Your instructions
When the string "wrist" is part of a line in the data below, report the whole line.

Entries shown

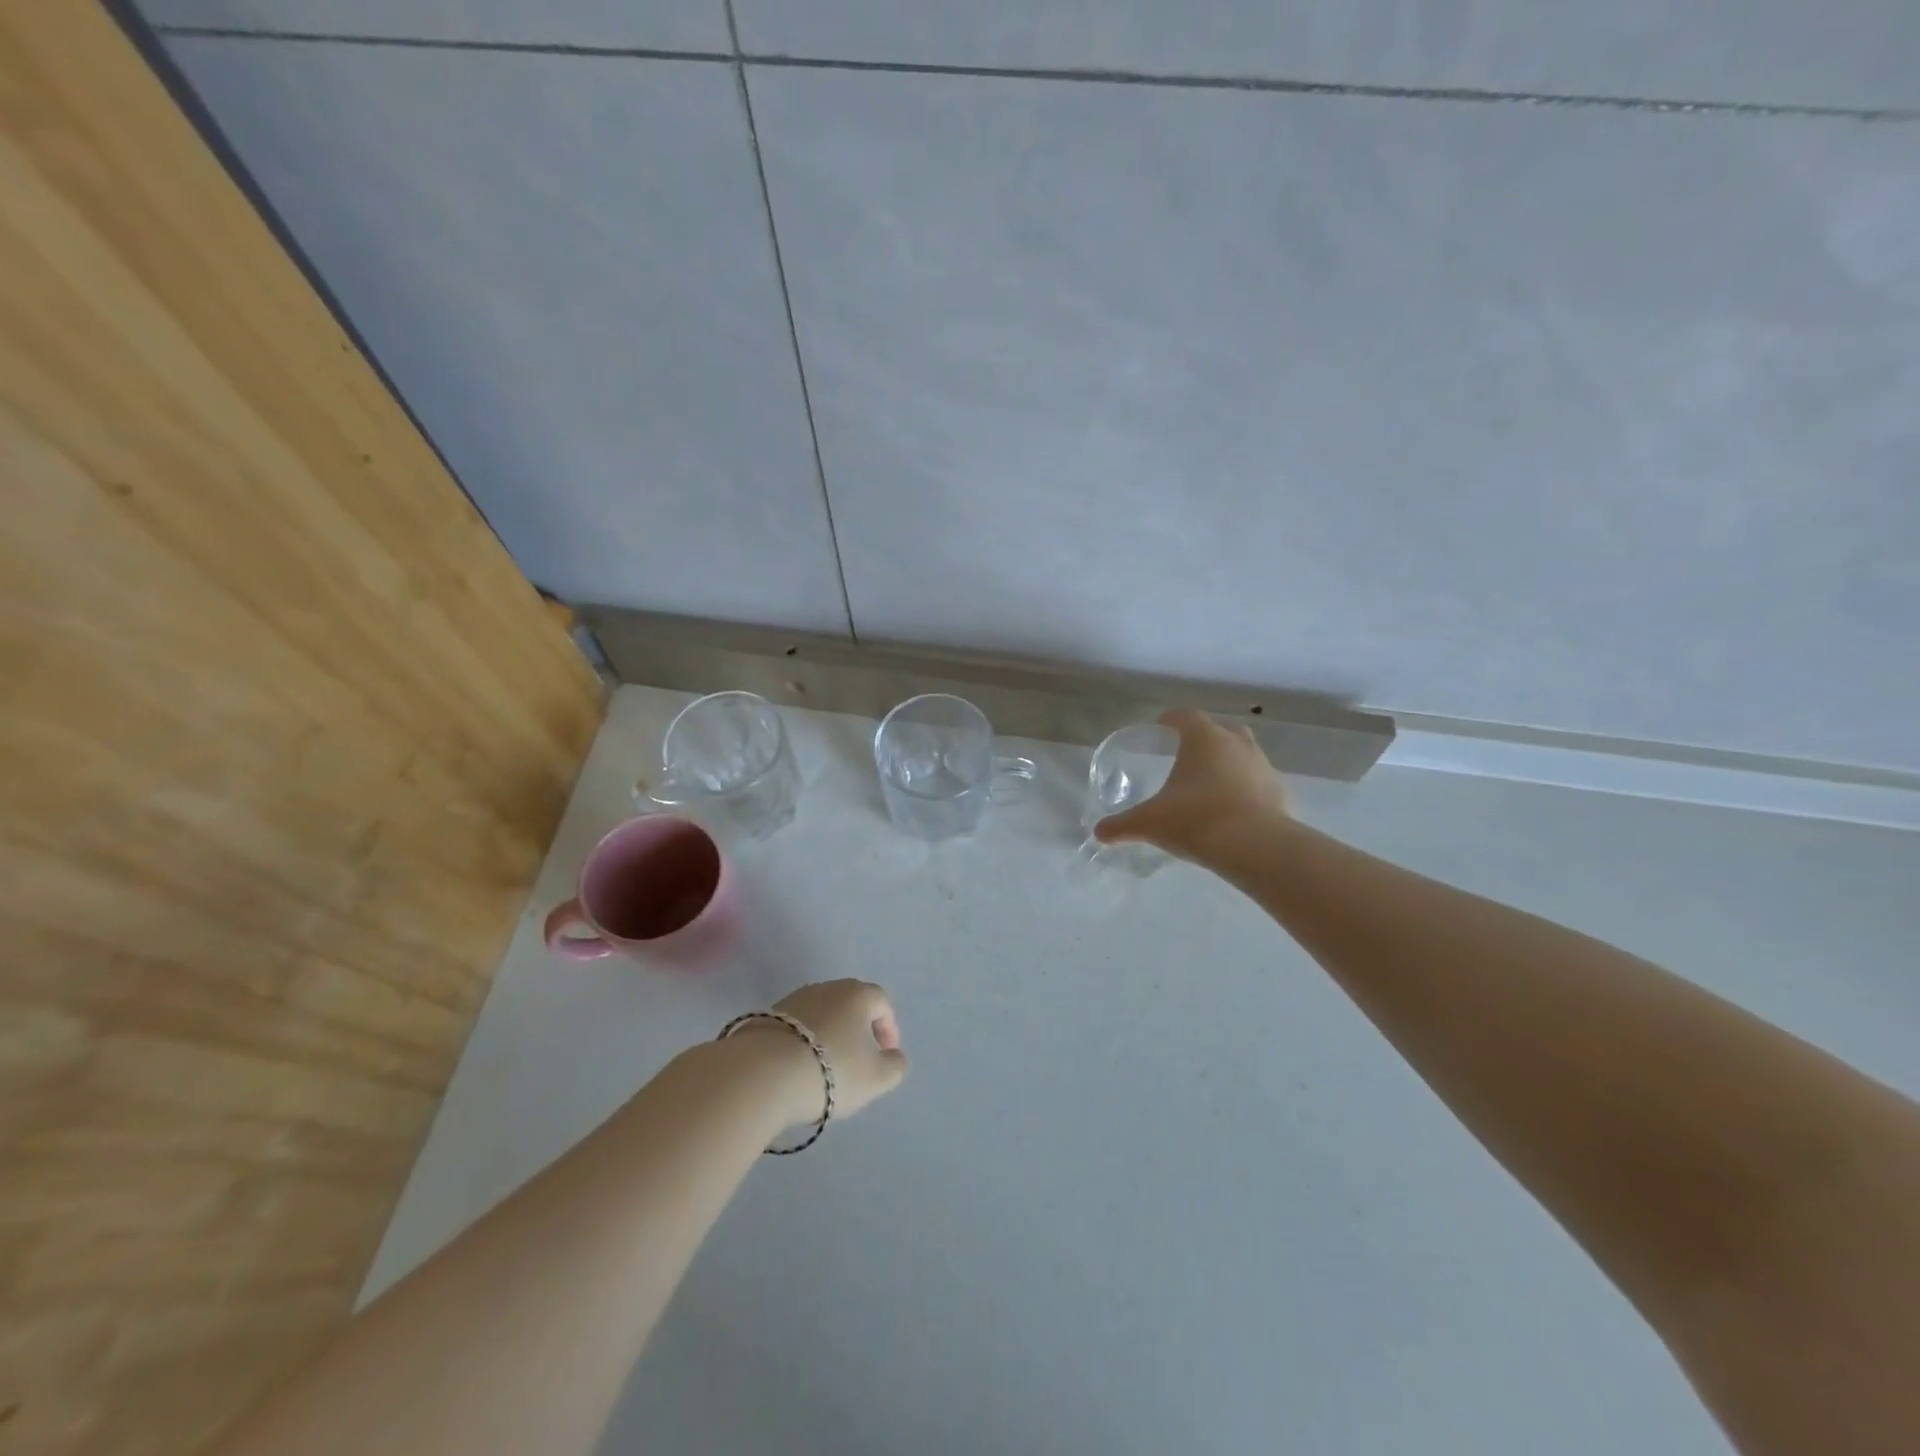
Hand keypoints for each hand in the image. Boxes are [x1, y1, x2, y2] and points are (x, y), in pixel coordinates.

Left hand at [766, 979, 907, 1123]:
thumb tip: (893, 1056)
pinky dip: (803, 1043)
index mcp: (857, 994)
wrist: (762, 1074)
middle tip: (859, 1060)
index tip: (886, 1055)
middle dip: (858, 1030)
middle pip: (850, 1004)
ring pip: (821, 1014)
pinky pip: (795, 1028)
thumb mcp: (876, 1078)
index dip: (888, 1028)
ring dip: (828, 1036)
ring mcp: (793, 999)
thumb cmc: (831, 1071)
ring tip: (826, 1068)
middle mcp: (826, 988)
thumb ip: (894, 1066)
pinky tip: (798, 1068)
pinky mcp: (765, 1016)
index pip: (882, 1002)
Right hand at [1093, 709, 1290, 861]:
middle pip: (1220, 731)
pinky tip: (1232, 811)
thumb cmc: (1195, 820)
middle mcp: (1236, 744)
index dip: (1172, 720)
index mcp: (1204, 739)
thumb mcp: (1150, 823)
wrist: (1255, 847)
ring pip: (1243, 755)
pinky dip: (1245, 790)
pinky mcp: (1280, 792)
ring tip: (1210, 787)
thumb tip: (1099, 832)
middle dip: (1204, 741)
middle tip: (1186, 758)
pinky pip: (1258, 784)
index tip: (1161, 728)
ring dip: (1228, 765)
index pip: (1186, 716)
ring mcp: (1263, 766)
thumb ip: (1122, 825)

...

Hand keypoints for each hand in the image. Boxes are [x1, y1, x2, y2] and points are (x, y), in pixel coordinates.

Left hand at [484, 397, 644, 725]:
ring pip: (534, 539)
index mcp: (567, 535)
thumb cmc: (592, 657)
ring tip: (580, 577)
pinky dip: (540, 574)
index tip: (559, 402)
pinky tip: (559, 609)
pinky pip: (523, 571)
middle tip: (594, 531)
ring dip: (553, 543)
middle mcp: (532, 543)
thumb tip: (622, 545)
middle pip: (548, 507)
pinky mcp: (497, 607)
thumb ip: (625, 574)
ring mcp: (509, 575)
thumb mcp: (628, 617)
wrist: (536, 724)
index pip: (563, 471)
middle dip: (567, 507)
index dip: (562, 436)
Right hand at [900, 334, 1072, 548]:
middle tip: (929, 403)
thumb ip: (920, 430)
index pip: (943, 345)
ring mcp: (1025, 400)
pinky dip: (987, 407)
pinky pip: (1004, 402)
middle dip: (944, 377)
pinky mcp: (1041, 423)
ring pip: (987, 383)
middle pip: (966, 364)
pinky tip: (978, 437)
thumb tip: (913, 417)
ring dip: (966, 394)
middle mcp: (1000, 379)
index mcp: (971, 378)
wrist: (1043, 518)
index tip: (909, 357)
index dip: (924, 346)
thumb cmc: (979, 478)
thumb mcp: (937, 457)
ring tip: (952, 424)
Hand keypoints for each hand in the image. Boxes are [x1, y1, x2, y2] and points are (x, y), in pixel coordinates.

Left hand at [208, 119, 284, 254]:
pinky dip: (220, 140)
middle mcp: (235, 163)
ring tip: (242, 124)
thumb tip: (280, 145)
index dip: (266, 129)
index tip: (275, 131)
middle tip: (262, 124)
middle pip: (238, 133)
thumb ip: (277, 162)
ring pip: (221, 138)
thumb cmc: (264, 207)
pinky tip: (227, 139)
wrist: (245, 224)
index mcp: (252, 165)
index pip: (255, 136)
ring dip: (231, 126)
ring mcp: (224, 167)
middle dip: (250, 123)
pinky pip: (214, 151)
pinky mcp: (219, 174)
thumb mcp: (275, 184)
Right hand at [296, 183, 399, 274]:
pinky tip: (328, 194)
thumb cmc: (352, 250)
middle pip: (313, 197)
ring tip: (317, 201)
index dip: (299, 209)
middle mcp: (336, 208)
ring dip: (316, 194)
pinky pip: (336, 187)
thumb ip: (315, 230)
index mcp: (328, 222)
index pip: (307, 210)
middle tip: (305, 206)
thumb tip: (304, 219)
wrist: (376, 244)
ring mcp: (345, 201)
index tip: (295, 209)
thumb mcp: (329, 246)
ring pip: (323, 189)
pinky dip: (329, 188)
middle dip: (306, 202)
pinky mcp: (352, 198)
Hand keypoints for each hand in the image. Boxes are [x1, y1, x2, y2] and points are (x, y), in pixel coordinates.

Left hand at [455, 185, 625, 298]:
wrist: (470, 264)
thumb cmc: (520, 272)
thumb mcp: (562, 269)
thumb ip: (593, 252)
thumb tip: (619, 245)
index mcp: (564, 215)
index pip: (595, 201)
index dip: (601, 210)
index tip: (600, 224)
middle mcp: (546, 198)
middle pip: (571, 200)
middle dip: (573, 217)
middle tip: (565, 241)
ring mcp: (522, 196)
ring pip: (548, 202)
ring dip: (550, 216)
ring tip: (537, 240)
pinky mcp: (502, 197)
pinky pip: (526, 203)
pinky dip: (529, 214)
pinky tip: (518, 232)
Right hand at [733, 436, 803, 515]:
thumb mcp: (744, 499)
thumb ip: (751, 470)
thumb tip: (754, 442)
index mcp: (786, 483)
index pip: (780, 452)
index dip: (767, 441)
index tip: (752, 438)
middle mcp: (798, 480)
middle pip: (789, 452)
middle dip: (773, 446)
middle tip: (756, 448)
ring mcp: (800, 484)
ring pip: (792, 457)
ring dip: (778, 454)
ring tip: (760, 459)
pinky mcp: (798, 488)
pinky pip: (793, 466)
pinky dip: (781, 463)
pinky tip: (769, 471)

Exercise solution
wrist: (762, 1074)
wrist: (1255, 847)
wrist: (536, 724)
wrist: (1043, 518)
wrist: (245, 224)
wrist: (376, 244)
wrist: (470, 264)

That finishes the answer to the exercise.